▼

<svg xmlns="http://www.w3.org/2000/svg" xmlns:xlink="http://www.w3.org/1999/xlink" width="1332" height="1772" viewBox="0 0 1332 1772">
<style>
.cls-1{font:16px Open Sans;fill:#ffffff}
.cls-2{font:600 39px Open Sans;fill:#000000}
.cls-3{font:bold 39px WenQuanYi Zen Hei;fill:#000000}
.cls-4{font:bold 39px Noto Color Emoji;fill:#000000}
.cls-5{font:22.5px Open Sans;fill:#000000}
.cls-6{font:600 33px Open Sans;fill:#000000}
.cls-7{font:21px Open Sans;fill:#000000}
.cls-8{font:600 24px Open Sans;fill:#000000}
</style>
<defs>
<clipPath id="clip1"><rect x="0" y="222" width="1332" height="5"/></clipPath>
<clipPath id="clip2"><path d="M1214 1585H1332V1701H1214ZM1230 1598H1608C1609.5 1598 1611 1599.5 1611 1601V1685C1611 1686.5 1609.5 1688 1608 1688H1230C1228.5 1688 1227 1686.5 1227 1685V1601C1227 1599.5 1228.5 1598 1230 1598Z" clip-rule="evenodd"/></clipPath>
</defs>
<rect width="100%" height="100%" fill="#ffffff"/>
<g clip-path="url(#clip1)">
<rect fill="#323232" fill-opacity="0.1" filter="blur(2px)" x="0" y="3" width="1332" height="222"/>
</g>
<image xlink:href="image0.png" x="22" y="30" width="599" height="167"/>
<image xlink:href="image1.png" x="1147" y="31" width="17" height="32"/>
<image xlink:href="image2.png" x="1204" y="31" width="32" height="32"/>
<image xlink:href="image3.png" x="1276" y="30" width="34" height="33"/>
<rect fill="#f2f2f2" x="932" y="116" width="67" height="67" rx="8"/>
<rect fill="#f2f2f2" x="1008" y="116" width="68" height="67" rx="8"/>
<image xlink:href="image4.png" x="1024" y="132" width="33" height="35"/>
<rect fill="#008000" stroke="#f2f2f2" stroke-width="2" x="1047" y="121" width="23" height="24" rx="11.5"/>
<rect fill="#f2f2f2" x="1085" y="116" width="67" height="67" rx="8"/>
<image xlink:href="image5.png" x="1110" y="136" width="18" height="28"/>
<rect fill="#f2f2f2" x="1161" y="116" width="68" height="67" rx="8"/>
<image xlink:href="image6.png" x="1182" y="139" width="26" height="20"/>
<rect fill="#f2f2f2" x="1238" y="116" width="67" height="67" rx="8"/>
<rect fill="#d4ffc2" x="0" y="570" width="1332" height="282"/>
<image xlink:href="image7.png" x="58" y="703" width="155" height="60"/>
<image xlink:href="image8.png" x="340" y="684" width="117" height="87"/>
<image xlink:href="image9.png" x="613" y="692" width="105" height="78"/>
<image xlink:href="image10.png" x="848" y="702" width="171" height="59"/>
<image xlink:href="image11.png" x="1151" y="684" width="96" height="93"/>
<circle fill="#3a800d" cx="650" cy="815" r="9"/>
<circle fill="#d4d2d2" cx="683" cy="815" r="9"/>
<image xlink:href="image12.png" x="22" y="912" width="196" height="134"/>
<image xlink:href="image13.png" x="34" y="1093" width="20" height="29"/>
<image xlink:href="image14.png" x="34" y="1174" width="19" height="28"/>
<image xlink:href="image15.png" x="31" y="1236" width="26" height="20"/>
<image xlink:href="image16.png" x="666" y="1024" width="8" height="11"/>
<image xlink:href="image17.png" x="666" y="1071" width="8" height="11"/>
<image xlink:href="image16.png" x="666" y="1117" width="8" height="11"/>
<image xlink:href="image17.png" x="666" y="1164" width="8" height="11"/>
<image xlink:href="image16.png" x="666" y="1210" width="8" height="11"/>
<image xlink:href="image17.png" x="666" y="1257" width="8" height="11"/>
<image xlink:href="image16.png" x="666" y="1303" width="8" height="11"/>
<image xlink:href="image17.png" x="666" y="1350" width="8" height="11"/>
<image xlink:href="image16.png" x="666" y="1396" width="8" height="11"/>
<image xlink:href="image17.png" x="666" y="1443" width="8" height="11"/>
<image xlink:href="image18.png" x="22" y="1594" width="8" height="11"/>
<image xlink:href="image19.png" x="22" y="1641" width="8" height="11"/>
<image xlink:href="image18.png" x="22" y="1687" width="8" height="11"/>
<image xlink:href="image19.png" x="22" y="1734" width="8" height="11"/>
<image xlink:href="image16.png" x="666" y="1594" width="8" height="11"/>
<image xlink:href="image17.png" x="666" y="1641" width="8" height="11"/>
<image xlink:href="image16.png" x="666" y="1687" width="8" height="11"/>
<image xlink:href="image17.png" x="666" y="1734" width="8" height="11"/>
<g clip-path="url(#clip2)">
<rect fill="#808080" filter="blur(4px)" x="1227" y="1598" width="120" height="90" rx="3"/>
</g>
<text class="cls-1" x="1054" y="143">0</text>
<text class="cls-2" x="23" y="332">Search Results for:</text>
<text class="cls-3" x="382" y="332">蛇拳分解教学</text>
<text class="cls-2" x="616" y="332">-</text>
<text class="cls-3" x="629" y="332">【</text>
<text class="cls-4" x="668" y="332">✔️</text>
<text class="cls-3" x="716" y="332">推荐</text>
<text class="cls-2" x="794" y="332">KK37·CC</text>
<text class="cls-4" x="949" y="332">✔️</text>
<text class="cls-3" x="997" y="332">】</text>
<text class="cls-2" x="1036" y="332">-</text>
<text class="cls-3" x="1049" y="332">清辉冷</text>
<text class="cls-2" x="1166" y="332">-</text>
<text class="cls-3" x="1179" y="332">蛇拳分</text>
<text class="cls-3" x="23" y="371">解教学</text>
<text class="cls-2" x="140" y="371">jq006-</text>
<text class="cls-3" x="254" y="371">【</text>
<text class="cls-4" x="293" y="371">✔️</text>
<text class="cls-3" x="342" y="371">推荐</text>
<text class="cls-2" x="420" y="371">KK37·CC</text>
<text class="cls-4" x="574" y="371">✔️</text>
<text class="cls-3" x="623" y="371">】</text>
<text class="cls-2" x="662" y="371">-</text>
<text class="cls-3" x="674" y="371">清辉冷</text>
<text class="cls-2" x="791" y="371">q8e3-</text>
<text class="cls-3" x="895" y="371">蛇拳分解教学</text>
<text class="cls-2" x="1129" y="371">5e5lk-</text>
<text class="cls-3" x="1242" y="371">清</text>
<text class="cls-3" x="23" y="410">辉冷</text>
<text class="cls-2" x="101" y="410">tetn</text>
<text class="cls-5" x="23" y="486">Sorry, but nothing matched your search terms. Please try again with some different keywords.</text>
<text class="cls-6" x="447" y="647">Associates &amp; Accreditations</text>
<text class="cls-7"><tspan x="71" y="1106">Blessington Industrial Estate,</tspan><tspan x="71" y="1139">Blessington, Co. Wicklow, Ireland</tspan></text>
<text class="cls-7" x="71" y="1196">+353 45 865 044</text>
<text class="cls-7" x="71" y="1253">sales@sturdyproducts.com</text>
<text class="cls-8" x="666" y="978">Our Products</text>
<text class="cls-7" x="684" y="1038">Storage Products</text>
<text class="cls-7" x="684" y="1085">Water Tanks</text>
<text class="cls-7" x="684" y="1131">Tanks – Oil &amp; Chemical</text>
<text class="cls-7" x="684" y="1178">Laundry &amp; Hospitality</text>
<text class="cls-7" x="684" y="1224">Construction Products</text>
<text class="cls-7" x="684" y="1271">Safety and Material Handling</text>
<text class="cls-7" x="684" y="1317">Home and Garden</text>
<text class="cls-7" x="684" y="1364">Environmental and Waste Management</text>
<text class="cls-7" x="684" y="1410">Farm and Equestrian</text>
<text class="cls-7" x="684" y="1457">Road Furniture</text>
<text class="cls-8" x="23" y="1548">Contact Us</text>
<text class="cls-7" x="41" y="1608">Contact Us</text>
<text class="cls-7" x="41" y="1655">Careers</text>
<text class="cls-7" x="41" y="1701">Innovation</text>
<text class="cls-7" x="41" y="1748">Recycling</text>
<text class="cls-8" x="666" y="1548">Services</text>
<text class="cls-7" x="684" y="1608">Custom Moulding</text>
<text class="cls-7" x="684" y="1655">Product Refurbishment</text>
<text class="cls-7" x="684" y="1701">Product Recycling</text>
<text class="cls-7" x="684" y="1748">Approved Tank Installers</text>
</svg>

▲

EXERCISE BRIEF
How many lines of the records contain "Sans"? Answer with the number only.

SOLVED EXERCISE
6